Existing home sales data for April 2022

Highlights

  • US April existing home sales 5.61m vs 5.65m expected
  • Prior was 5.77m (revised to 5.75)
  • Sales change -2.4% vs -2.7% m/m expected
  • Inventory 2.2 vs 2.0 months prior (revised to 1.9 months), up 10.8% month-over-month at 1,030,000 units, but down 10.4% from a year ago of .3 months
  • Unsold inventory increased to a 2.2-month supply at the current sales pace versus 1.9 months in March, but it is still well below the 6.0-months’ supply typically associated with a more balanced market.
  • 88% of homes sold in April were on the market for less than a month, with properties typically remaining on the market for 17 days, equal to the number of days in March and April 2021.
  • Median price $391.4K vs $375.3K prior, the 122nd consecutive month of year-over-year gains and longest-running streak on record. 
  • First-time buyers accounted for 28% of sales in April, down from 30% in March and 31% in April 2021.
  • All-cash sales comprised 26% of transactions in April, down from 28% in March and up from 25% in April 2021.
  • Prices 14.8% y/y to $397,600.
  • Prices +2.9% m/m vs +4.5% prior

Supply of available homes for sale remains extremely tight, yet higher mortgage rates and higher inflation are contributing to a slowdown in demand rooted in affordability pressures that are expected to persist.
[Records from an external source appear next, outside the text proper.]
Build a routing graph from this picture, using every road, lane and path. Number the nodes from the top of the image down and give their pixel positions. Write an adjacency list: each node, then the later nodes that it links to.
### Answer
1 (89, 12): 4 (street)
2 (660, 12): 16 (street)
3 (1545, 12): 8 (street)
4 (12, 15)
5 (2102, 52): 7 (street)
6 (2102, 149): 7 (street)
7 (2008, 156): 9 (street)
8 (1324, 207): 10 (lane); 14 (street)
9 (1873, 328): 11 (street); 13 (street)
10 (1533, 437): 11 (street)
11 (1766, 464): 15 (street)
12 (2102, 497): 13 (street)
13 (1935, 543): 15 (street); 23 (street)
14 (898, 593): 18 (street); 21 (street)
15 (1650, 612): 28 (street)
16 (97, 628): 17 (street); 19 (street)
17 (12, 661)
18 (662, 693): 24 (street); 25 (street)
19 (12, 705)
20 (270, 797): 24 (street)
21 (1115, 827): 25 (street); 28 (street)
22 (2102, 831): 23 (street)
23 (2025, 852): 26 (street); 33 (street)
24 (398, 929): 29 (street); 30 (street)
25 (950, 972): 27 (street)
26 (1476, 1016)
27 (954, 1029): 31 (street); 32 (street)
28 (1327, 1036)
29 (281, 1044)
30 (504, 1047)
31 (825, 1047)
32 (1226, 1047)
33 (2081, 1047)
United States Existing Home Sales
United States Existing Home Sales

Regional Breakdown

  • Existing home sales across regions: Northeast (+1.5%); Midwest (+3.1%); South (-4.6%); and West (-5.8%).
  • Median home prices by region year-over-year: Northeast (+8.1% to $412,100); Midwest (+8.7% to $282,000); South (+22.2% to $352,100); and West (+4.3% to $523,000).

The National Association of Realtors® is America’s largest trade association, representing more than 1.5 million members involved in all aspects of the residential and commercial real estate industries.


Existing home sales account for 90% of US transactions and are calculated on a contract close basis. New home sales account for the remaining 10% and are based on contract signings.

Existing-home sales include single-family, townhomes, condominiums and co-ops, are based on transaction closings from Multiple Listing Services. Changes in sales trends outside of MLSs are not captured in the monthly series. NAR rebenchmarks home sales periodically using other sources to assess overall home sales trends, including sales not reported by MLSs.

Existing-home sales, based on closings, differ from the U.S. Census Bureau’s series on new single-family home sales, which are based on contracts or the acceptance of a deposit. Because of these differences, it is not uncommon for each series to move in different directions in the same month. In addition, existing-home sales, which account for more than 90% of total home sales, are based on a much larger data sample – about 40% of multiple listing service data each month – and typically are not subject to large prior-month revisions.